On my test file (about 6k), the while condition is never true. The debugging output shows that file.length() is correct, but the file.position() is at the EOF, even though I've only read ~50 out of ~6k bytes.

This suggests to me that Tango is doing some buffering, which is good, I want that buffering. The problem though is that when I try to get the position, I seem to be getting the position of the buffering mechanism (which doesn't help me) instead of the position of my Reader. This isn't too surprising, of course, since AIUI the buffering is being done inside Reader and is therefore outside the control of the FileConduit?. But since Reader doesn't expose a position property of its own, this makes detecting EOF (and seeking relative to the current position, which I'll also need) a bit of a problem when using Reader and buffering (The nature of the rest of the file-loading code rules out waiting for any sort of EOF exception).
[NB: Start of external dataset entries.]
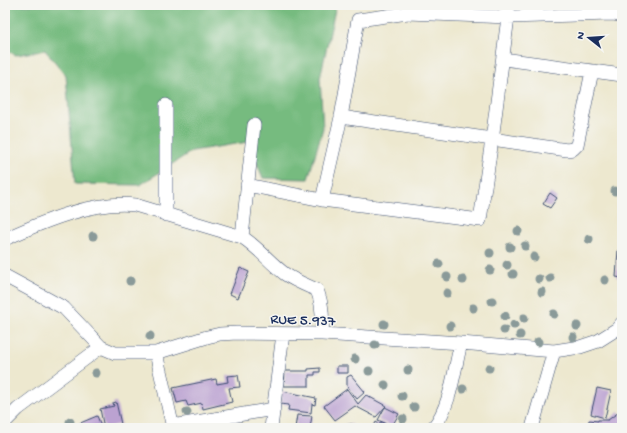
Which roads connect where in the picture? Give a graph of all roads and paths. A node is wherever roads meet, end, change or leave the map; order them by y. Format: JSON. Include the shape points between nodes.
{"nodes":[{"id":1,"x":408,"y":9,"type":"edge"},
{"id":2,"x":508,"y":11,"type":"edge"},
{"id":3,"x":615,"y":11,"type":"edge"},
{"id":4,"x":503,"y":59,"type":"junction"},
{"id":5,"x":592,"y":71,"type":"junction"},
{"id":6,"x":622,"y":75,"type":"edge"},
{"id":7,"x":166,"y":105,"type":"dead end"},
{"id":8,"x":341,"y":118,"type":"junction"},
{"id":9,"x":254,"y":125,"type":"dead end"},
{"id":10,"x":492,"y":140,"type":"junction"},
{"id":11,"x":247,"y":185,"type":"junction"},
{"id":12,"x":322,"y":200,"type":"junction"},
{"id":13,"x":166,"y":215,"type":"junction"},
{"id":14,"x":242,"y":237,"type":"junction"},
{"id":15,"x":5,"y":239,"type":"edge"},
{"id":16,"x":5,"y":276,"type":"edge"},
{"id":17,"x":620,"y":329,"type":"edge"},
{"id":18,"x":283,"y":334,"type":"junction"},
{"id":19,"x":322,"y":334,"type":"junction"},
{"id":20,"x":461,"y":342,"type":"junction"},
{"id":21,"x":101,"y":347,"type":"junction"},
{"id":22,"x":554,"y":351,"type":"junction"},
{"id":23,"x":156,"y":352,"type":"junction"},
{"id":24,"x":274,"y":409,"type":"junction"},
{"id":25,"x":5,"y":422,"type":"edge"},
{"id":26,"x":173,"y":428,"type":"edge"},
{"id":27,"x":271,"y":428,"type":"edge"},
{"id":28,"x":433,"y":428,"type":"edge"},
{"id":29,"x":532,"y":428,"type":"edge"}],
"edges":[{"from":1,"to":2,"type":"street"},
{"from":1,"to":8,"type":"street","via":[[358,20]]},
{"from":2,"to":3,"type":"street"},
{"from":2,"to":4,"type":"street"},
{"from":4,"to":5,"type":"street"},
{"from":4,"to":10,"type":"street"},
{"from":5,"to":6,"type":"street"},
{"from":5,"to":10,"type":"street","via":[[577,145],[572,149]]},
{"from":7,"to":13,"type":"street"},
{"from":8,"to":10,"type":"street"},
{"from":8,"to":12,"type":"street"},
{"from":9,"to":11,"type":"street"},
{"from":10,"to":12,"type":"street","via":[[480,220]]},
{"from":11,"to":12,"type":"street"},
{"from":11,"to":14,"type":"street"},
{"from":13,"to":14,"type":"street"},
{"from":13,"to":15,"type":"street","via":[[135,205],[116,204],[50,220]]},
{"from":14,"to":19,"type":"street","via":[[285,274],[317,290],[323,312]]},
{"from":16,"to":21,"type":"street","name":"RUE 5.937","via":[[64,308]]},
{"from":17,"to":22,"type":"street","name":"RUE 5.937","via":[[598,341]]},
{"from":18,"to":19,"type":"street","name":"RUE 5.937"},
{"from":18,"to":23,"type":"street","name":"RUE 5.937","via":[[220,334]]},
{"from":18,"to":24,"type":"street"},
{"from":19,"to":20,"type":"street","name":"RUE 5.937"},
{"from":20,"to":22,"type":"street","name":"RUE 5.937"},
{"from":20,"to":28,"type":"street","via":[[445,408]]},
{"from":21,"to":23,"type":"street","name":"RUE 5.937","via":[[115,353]]},
{"from":21,"to":25,"type":"street","via":[[18,409]]},
{"from":22,"to":29,"type":"street"},
{"from":23,"to":26,"type":"street"},
{"from":24,"to":26,"type":"street","via":[[178,425]]},
{"from":24,"to":27,"type":"street"}]}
So is there a way to get the Reader's version of position? I'm hoping I won't have to keep track of it manually.

Author Message

Posted: 10/06/08 15:41:40

You can check to see how many bytes are available for reading in the buffer as an additional check:

...
while(reader.buffer.readable > 0 || file.position < file.length)
{
...
}

You can also calculate the 'buffer' file position based on that:

uint bufPos = file.position - reader.buffer.readable;

Unfortunately, Reader cannot have positioning info builtin because the source may not support it.

-Steve

Posted: 03/27/09 03:16:34

(Resurrecting an old thread here...)

Soon after the above two posts, I changed the code above to use DataInput? instead of Reader because I found out that DataInput? was apparently the preferred method. But now in 0.99.8, DataInput? no longer has a buffer exposed (or a "io.stream.Buffered"), or, as far as I can tell, any other way of accessing the number of unread bytes remaining in the buffer/io.stream.Buffered/etc. But it looks like Reader still has this exposed.

First of all, is this whole sort of workaround still needed in 0.99.8, or is there now some way to check the current position with this issue of "some of the data may already have been read but just buffered up" all abstracted away? Do I need to switch back to using Reader, or is that heading towards deprecation?

Posted: 03/27/09 07:32:39 -- Modified: 03/27/09 07:41:39 by
Abscissa -- Modified 4 Times

Ok, after scouring the new tango.io.* source, I see what I need to do. Apparently, DataInput?'s ctor is designed to add a buffer, *but only* if it's being passed a stream that doesn't already have a buffer attached upstream (which it does by invoking BufferedInput?.create(...)). So my new working 0.99.8 code (adjusted from the sample above) is basically like this:

auto file = new File(infilename);
scope(exit) file.close();
auto readBuffer = new BufferedInput(file.input);
auto reader = new DataInput(readBuffer);

// Read a null-terminated string
// (about 50 bytes in my test file)

// Debug output
Stdout.formatln("pos {}, len {}",
                file.position(),
                file.length());

// Main read loop
while(file.position() - readBuffer.readable() < file.length())
{
	// Read a somewhat complex field,
	// the structure of which varies.
}

Also, it seems that using Reader is apparently still discouraged since merely importing it triggers the warning about io.Buffer being "semi-deprecated" in favor of io.stream.Buffered. Not a problem for me though since I'm still doing fine without it.